[Start of section]
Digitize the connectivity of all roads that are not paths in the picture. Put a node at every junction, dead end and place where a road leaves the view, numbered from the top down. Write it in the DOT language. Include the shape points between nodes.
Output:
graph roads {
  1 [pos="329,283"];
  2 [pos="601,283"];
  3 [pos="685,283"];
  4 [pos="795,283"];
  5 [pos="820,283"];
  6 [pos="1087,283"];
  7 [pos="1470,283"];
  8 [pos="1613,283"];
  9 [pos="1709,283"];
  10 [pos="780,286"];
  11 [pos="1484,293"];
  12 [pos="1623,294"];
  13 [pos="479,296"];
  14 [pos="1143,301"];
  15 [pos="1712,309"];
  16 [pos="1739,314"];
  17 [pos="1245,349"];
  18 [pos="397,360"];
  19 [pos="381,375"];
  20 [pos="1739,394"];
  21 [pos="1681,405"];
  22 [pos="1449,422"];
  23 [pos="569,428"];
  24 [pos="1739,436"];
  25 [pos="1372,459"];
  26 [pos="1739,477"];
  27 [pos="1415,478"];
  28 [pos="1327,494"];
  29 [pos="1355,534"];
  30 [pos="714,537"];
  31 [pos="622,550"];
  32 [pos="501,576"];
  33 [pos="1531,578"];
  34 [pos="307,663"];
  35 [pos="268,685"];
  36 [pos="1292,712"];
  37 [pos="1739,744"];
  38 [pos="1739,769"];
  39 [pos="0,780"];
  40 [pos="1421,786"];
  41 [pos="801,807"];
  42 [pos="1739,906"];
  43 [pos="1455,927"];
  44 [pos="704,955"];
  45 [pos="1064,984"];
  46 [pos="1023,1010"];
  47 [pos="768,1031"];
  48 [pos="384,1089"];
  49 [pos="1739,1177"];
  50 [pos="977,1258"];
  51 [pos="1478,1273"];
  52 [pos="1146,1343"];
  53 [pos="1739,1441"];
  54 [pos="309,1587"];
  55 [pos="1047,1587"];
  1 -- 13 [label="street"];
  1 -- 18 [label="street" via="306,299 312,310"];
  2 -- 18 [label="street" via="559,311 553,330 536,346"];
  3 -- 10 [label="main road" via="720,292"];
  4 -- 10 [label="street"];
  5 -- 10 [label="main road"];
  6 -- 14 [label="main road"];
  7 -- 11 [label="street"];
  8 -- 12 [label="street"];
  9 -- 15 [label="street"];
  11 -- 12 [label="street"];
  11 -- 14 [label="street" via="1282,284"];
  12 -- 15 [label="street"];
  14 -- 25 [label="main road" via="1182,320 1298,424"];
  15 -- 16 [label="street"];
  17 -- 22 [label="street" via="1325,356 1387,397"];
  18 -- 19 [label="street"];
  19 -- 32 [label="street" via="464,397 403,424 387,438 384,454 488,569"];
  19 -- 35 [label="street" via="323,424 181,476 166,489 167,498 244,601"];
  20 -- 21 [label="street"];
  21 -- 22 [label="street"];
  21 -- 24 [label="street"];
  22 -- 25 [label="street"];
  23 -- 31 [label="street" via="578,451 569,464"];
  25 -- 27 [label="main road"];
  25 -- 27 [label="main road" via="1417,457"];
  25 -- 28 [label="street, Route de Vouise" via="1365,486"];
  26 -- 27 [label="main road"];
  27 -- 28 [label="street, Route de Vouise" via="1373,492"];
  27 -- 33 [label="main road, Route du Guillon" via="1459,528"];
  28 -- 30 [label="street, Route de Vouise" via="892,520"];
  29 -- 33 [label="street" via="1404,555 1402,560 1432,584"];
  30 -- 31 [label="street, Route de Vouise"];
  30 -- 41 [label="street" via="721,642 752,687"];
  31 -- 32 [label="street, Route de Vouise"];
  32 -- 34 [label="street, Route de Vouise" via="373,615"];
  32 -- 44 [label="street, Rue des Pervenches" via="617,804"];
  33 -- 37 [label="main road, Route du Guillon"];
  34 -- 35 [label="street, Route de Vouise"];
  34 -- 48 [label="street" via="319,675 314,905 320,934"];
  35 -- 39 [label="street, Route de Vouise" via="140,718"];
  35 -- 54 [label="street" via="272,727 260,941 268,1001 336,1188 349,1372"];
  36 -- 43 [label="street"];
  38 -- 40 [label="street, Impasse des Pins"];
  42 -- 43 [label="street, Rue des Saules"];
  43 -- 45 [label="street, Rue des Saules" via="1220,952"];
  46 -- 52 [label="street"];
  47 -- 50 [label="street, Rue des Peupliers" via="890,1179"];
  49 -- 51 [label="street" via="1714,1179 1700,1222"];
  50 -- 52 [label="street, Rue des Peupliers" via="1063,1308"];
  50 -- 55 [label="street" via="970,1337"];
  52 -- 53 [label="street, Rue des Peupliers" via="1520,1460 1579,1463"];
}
[End of section]
[Start of section]
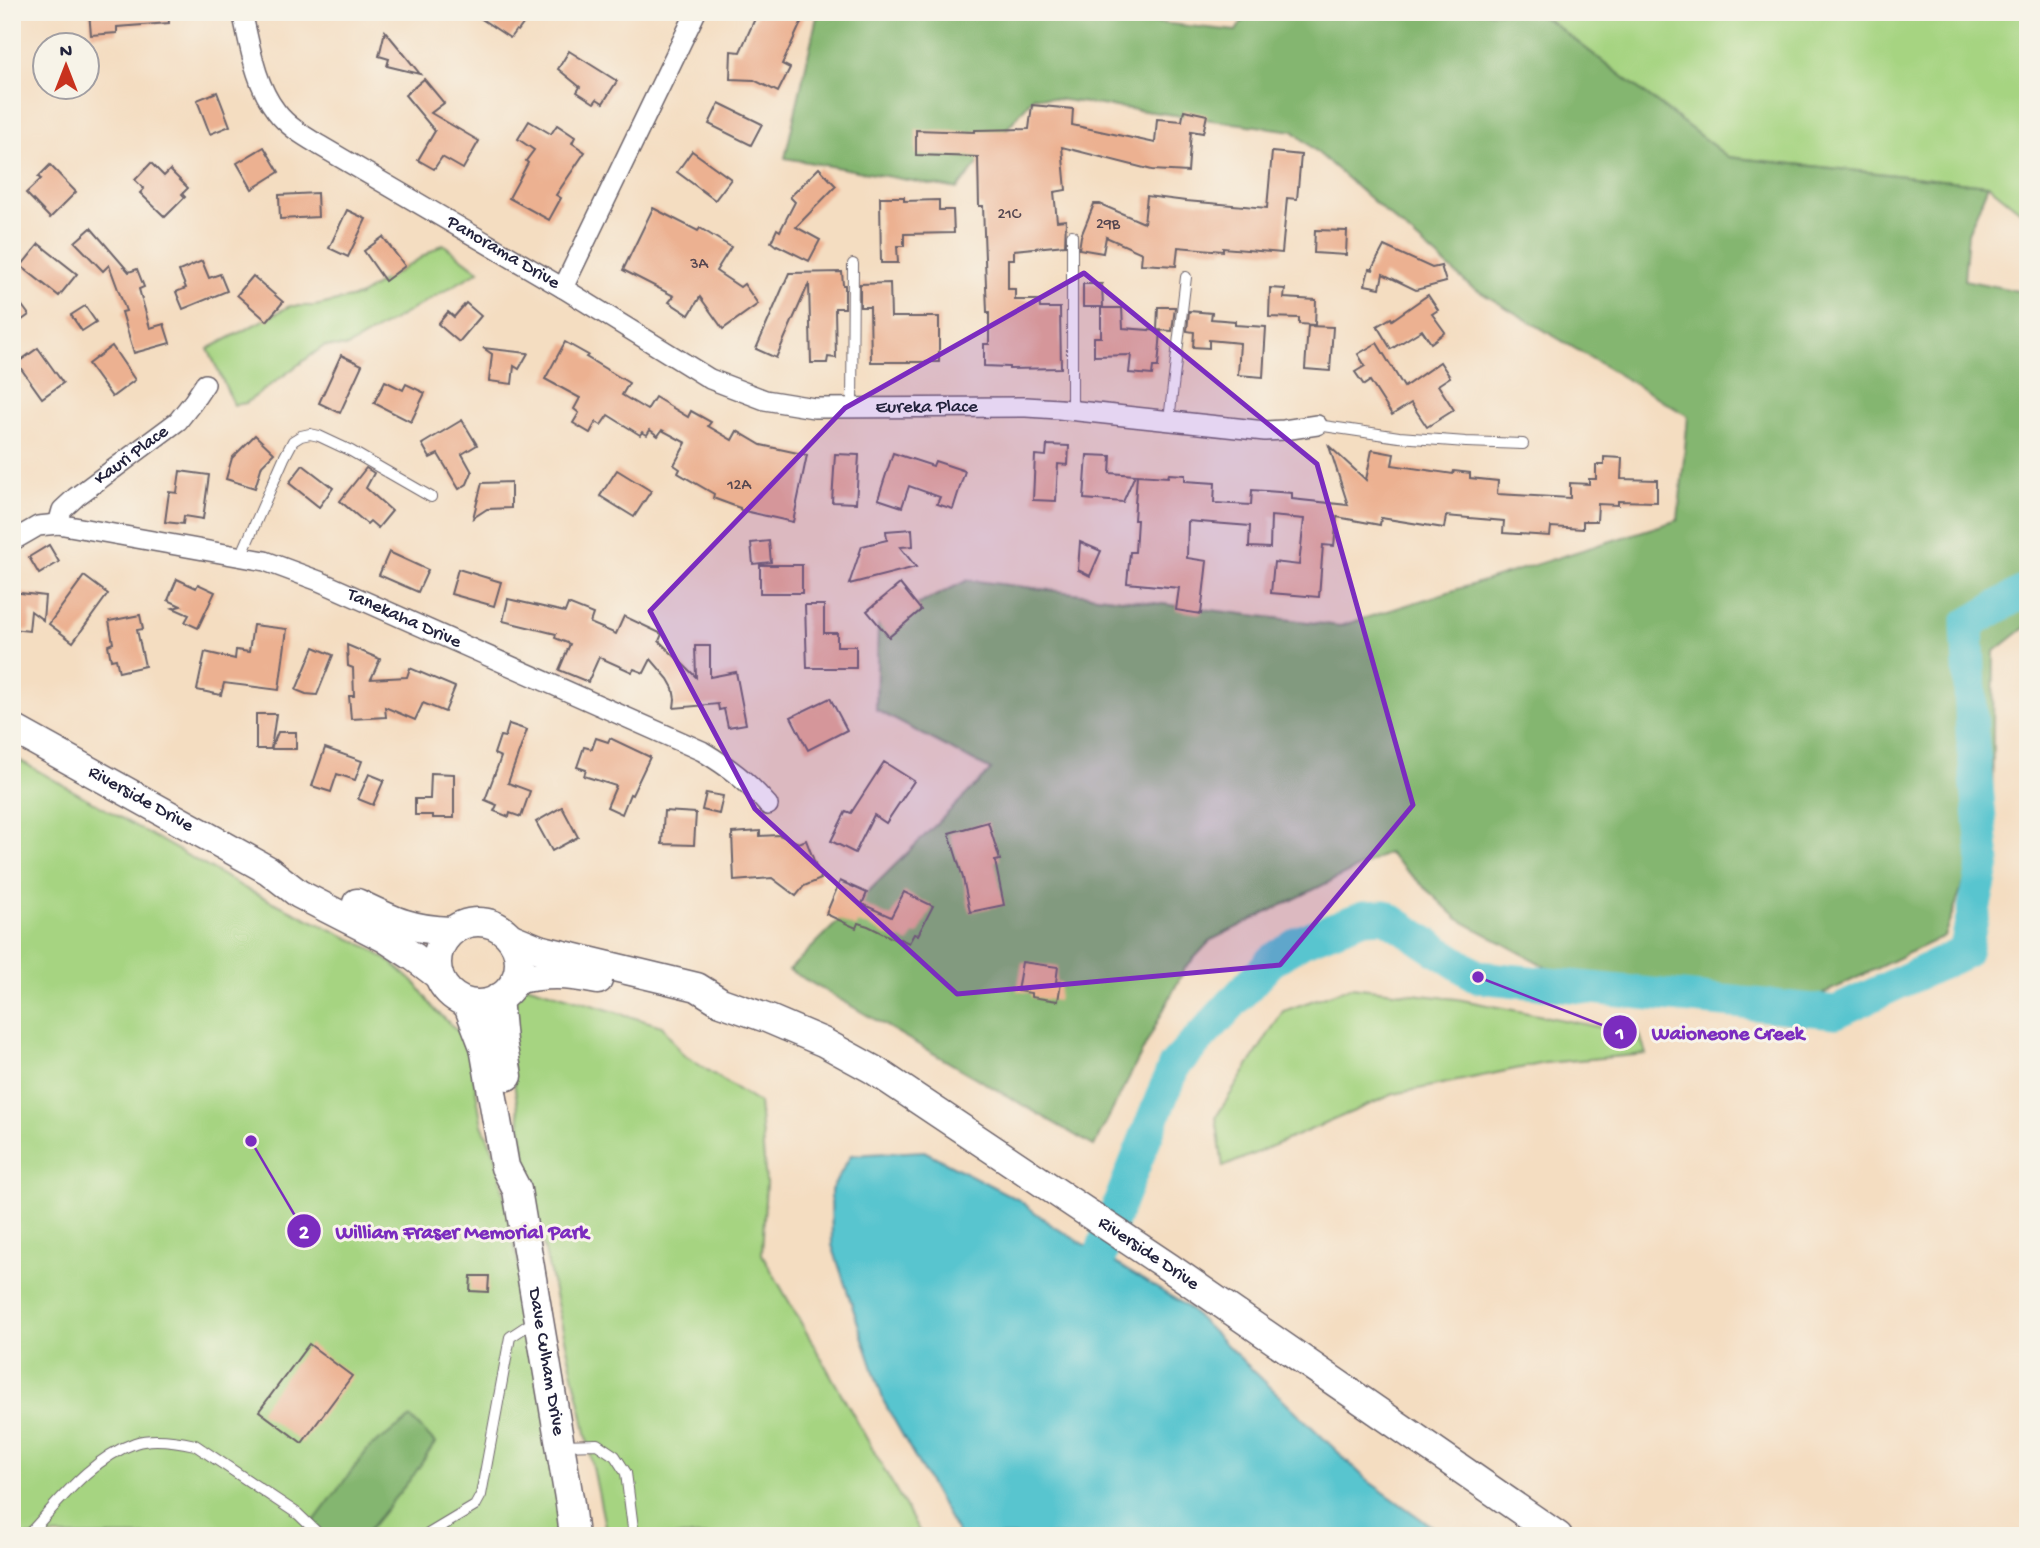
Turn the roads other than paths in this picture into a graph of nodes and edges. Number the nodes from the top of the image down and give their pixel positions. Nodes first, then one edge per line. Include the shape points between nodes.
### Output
[End of section]
**Exercise brief**
Nothing but the lines holding the word "nodes" should be returned from the listing above.

**Response box**
Digitize the connectivity of all roads that are not paths in the picture. Put a node at every junction, dead end and place where a road leaves the view, numbered from the top down. Write it in the DOT language. Include the shape points between nodes.
Turn the roads other than paths in this picture into a graph of nodes and edges. Number the nodes from the top of the image down and give their pixel positions. Nodes first, then one edge per line. Include the shape points between nodes.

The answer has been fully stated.